I also need to get myself a conversation partner. I should do that sometime this week.

Recently, I started a new job as a server at a Taiwanese restaurant called Guppy House in Irvine. I had to train in Hacienda Heights, about forty minutes away, for three days and then we started at Irvine two weeks ago. The first day the restaurant opened was crazy. I was yelled at by customers and by my manager. Customers got up and left because of the chaos we had that first day and to top it off, we had a dine and dash. I felt so bad.

But it started to get better. Much better. I started to learn how to serve better, speak to customers, learning the menu a bit more, smile a lot more, all the good stuff. I realized that, as a server, if I don't smile - how can I expect my customers to smile?

If you don't smile, then they have won. It's amazing what a smile can do, it might even make someone's day. I hope I have while at work. Actually, I hope I do everyday.

Wednesday, September 10, 2008

Wading Through the Generation Gap

Being a second generation Asian American living in California, there are a lot of identities that have to be negotiated day in and day out. However, there are two in particular: at home vs. being out.

At school I'm this outgoing guy who goes out of my way to meet people and shake hands. I'm involved in all these organizations and I go out, drink, party, go work out, everything.

At home I'm still my parent's child. Who's 22 years of age and yet I still address myself as "child" to them. Who's quiet at home and stays locked in his room. Every time I go home, I always make sure my ink isn't seen and I make sure to cover it up as well as possible. My parents know next to nothing about my life outside of the house.
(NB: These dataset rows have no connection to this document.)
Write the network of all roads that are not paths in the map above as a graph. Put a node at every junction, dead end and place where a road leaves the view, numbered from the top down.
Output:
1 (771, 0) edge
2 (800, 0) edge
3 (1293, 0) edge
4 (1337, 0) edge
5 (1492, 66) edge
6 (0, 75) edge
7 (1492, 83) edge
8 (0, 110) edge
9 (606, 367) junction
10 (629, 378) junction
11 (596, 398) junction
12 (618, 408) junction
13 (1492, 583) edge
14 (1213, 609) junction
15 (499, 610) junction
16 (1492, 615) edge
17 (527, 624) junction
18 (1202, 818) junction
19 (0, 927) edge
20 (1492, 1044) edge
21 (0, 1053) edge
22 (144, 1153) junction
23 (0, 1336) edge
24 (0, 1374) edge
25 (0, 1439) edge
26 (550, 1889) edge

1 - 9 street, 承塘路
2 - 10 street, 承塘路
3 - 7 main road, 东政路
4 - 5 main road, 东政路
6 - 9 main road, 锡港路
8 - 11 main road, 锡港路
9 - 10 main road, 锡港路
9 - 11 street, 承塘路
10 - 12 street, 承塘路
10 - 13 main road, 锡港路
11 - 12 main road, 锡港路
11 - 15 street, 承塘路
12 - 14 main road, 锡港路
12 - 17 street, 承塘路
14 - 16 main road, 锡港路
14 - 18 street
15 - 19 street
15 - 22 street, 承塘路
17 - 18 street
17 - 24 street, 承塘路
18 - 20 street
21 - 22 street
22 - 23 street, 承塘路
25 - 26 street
When talking to the parents, it's so hard to relate things to how I see them, or at least, how my generation sees them. It's frustrating. It's frustrating with my horrible use of my native language - even more horrible that I read and write a foreign language better than the one I learned growing up. It's frustrating that I cannot relate my values, needs, and wants to them. It's frustrating not speaking to them like how my American friends do it.
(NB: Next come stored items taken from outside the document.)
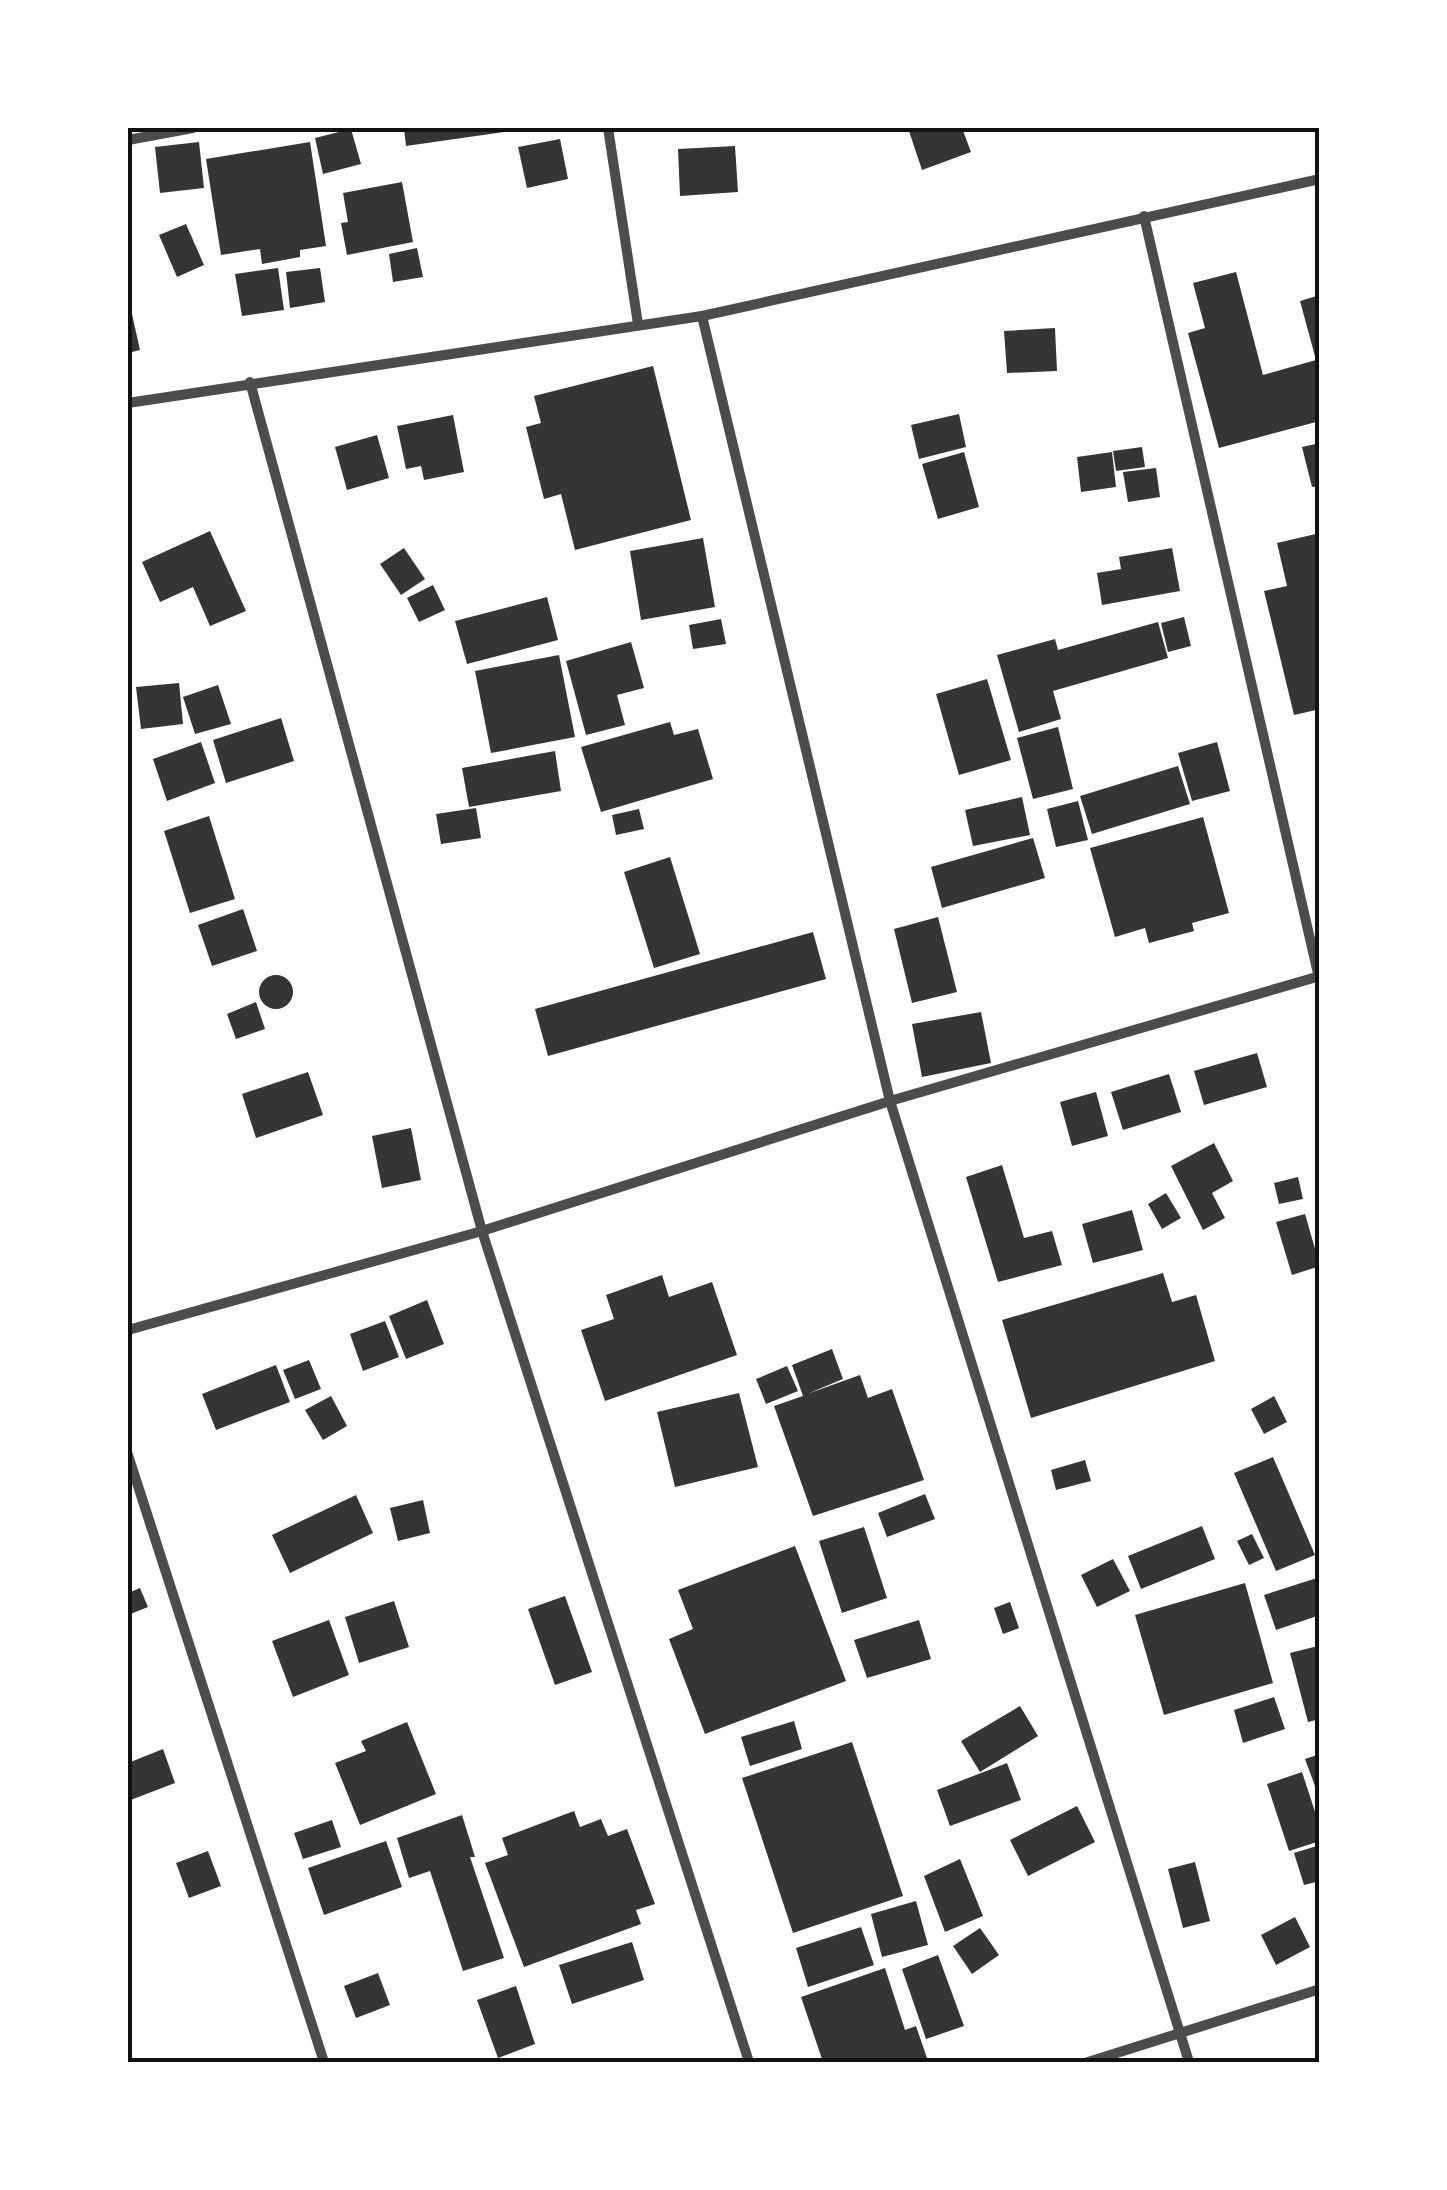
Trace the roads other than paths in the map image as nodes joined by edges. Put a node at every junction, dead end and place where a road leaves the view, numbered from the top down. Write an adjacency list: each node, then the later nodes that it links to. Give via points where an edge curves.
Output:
1 (193, 128): 3 (street)
2 (608, 128): 7 (street)
3 (128, 140)
4 (1320, 179): 5 (street)
5 (1144, 216): 6 (street); 10 (street)
6 (702, 316): 7 (street); 11 (street)
7 (638, 324): 8 (street)
8 (250, 382): 9 (street); 12 (street)
9 (128, 404)
10 (1319, 977): 11 (street)
11 (890, 1100): 12 (street); 16 (street)
12 (482, 1231): 13 (street); 18 (street)
13 (128, 1330)
14 (128, 1455): 17 (street)
15 (1320, 1990): 16 (street)
16 (1180, 2035): 19 (street); 20 (street)
17 (324, 2062)
18 (749, 2062)
19 (1088, 2062)
20 (1189, 2062)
What's the damndest thing of it all is when it's hard to explain it to my non-Asian friends. It's hard explaining about this sort of double life that I lead. That I'm sure most of us have been through.

I remember as a kid in grade school, I was disgusted when my friends didn't finish their lunches. I always finished mine! Why? Because my mom whooped my ass if I didn't eat EVERY SINGLE GRAIN OF RICE on the plate. Because you know, my wife will have pimples if I don't. Shoot, I still strive to eat everything on my plate.

We're a generation that's stuck in the middle, between the old country, and the new country. We have to negotiate culture and meanings from the first generation and fit it in with the country in which we live in now. We have to please our parents and we also have to please ourselves and our peers. We have to grow up as individuals in an individualistic society and at home we have to be switch back to being a part of a collective society.

We have to grow up quickly. At early ages many of us have already either worked for our parents, served as translators, and more of less have been given responsibilities not given to most American children. Given this new sense of responsibility we're also NOT given any freedom accustomed to those of traditional American culture. This creates a kind of cognitive dissonance. We go "Hey, how come my friends get to do that, but we don't?" Parents never can say, "It's because you're Asian, son."

It is, however, our job to create a sense of identity for ourselves. Some of us totally take in the old culture and reject the native country's culture. Some do the exact opposite. And then the vast majority of us are somehow in the middle. It is difficult, to be sure, to navigate this aspect of our lives since no one has yet developed what it means to be this, or to be that. We simply have examples. Examples of what our parents want us to be, examples of what America wants us to be.

I argue that it's neither of those things, it's what we as individuals strive to be. Taking motivation and goals from every each area and aspects of our lives. We have to live beyond expectations. That of our family's, our friends', and especially, ourselves.